In one particular scene in the play, the amount of blood (albeit fake) that gushes onto the stage is grotesque, even haunting. When the play was shown on Broadway, some in the audience walked out during this violent scene. Students asked Mitchell if they should scale it back. 

“I told them, ‘Do you want to temper history? This country was not built on love and peace. It was one of the largest mass extinctions in history and that’s well documented. It should be a shock. If it’s not a shock, then you censored history,” he says.

Jaxton (Adam Joseph Matos) is a mostly out-of-work actor trying to play the part of a Native American — without success or historical accuracy. (Phyllis Graber Jensen/Bates College)

David Walker ’24 of Canton, Mass., who plays one of the four white characters, spent more time preparing for this production than on past plays at Bates. The reward? Now he’s looking forward to seeing the effect the play has on those who attend.  

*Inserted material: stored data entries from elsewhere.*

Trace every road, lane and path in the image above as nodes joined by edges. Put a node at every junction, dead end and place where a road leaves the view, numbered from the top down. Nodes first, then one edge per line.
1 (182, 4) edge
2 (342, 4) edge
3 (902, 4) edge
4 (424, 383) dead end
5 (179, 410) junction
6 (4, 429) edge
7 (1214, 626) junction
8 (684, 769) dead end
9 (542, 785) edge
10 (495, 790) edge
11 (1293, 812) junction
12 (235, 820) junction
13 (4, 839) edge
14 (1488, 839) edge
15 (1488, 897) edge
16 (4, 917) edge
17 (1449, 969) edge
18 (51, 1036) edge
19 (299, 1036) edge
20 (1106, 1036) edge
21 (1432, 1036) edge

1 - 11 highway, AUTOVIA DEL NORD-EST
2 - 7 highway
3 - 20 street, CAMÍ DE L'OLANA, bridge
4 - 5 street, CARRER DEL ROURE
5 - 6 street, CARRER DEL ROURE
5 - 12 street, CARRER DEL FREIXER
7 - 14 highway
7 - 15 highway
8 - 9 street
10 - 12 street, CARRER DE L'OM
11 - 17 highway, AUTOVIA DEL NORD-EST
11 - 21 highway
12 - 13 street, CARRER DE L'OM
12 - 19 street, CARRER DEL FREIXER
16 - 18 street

“The way FastHorse describes it, there is a comedy within the satire, so for every bit of sugar, there is medicine to go with it. If people are thinking about this play when they leave the theater, then I think we’ve done our job,” says Walker, a double major in theater and economics who plays the role of Caden, an elementary school history teacher. 

Magid plays the role of Logan, a high school drama teacher trying to hold onto her job, while Adam Joseph Matos ’26 of Springfield, N.J., is cast as Jaxton, a mostly out-of-work actor. Ruby Marden ’27 of Sidney, Maine, plays the role of Alicia, a bold, frank Los Angeles actor. 

While it is very hard to deliver lines that are so offensive, says Magid, it’s in service to staying true to FastHorse’s mission, which she says is delivered in every single line in the play. 

“A lot of people who come to see it will see themselves in it, especially in the Bates community, which is predominately white and liberal. A lot of people want to be woke and do good work without any evidence of being helpful,” says Magid. “I want people to see the offensive thing happening and recognize what’s wrong and modify their own behavior.”

Caden (David Walker) is an elementary school history teacher being directed by Logan (Paige Magid). “If people are thinking about this play when they leave the theater, then I think we’ve done our jobs,” says Walker (Phyllis Graber Jensen/Bates College)

Hall says whether the audience walks away with a clear understanding of FastHorse’s messages about the misrepresentation of Indigenous culture in the U.S. is hard to predict. But it’s also hard to miss that Bates is part of an education system that FastHorse’s play is mocking.

“I think Bates producing this play is great, not because everyone will walk out of the play with a perfect understanding of contemporary Native issues. I hope non-Native people get some sense of the powerful stereotypes that silence so many Native voices,” says Hall. “I also think this play is an exciting opportunity for Bates to think about how it wants to be a place where Native people have a voice, and also provide an education about Native people that is responsible to those voices.”